ほぼ同い年で(彼の方がひとつ上)、大学も同じ京都。だから学生時代どこかですれ違ったかもしれない。そんな、今も同じ大阪で暮らす増山実さんの最新小説は、大阪大学沿線(阪急電車沿線ですな)の架空の駅前にある喫茶店が舞台になる。
1話を読み終えて、気になった。これをここまで書いた後、さっき調べたら待兼山町って架空の町ではなく、ちゃんとありました! 石橋駅から南側。しかも阪大の中にある里山が待兼山らしい。知りませんでした。しかも石橋駅は今は石橋阪大前駅になったのも知らなかった!これは明らかに石橋駅がモデルで待兼山は五月山ではなく、待兼山町にある里山。
待兼山駅はこの9月から大阪大学前駅と駅名が変更される。それを契機にして喫茶マチカネは1階の本屋、らんぷ堂書店と共に閉店する。その閉店するまでのラスト半年。毎月11日に閉店後に待兼山奇談倶楽部を開いて、この店の思い出を語ることになる。
2話からは短編連作のスタイルになり、奇談倶楽部でのさまざまな話者の話を聞くことになる。昔ながらの商店街を擁する駅前の小さな町。いずれにせよ、どこにでもあったとても身近な光景が見えてくる。そこにあったありふれた喫茶店。だけど、そこは町の人から愛されている。そんな場所が描かれる。ファンタジー色が濃くなる。奇譚を語るというスタイルゆえか。

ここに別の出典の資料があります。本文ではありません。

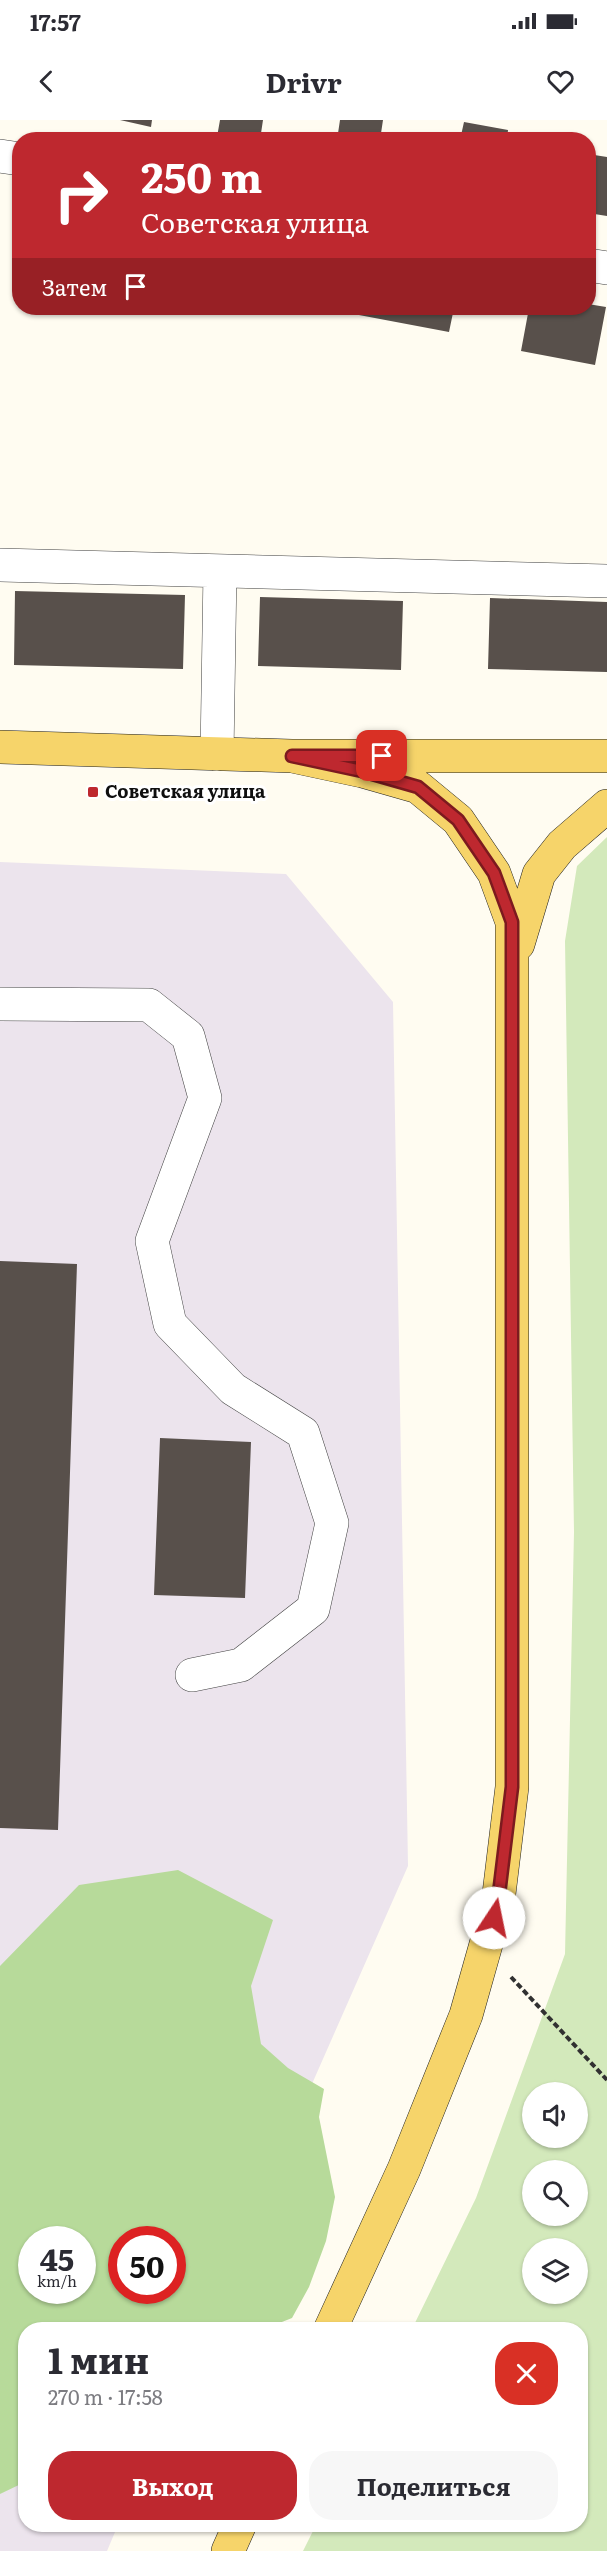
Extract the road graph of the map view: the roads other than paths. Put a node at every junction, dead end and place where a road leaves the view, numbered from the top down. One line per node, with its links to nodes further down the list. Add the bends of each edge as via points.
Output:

閉店するまでの半年間、6回の集まり。店に入るくらいの人だけど、たくさんの人が毎回やって来て懐かしい思い出を語り、不思議な体験を話し、名残を惜しむ。
そしてラストの7話。まさかの展開になる。沖口さんが語るのはパラレルワールドの待兼山駅の話である。実はこの世界には石橋駅はなく蛍池駅と池田駅の間には待兼山駅のある世界。こんな展開になるとは思いもしなかった。
冒頭の違和感というか、不思議な感触は作者が仕掛けた意図したものだったのだろうか。よく利用していた宝塚線だし、何度か石橋駅にも降りたことがあるから、この話はとても面白く読めた。お話は死期が迫った男(余命半年は、駅名が半年後に変わること、さらにはこの喫茶マチカネの閉店と重なる)が現実と僅かに違うもう一つの世界に迷い込み不思議な体験をする物語というところに落ち着く。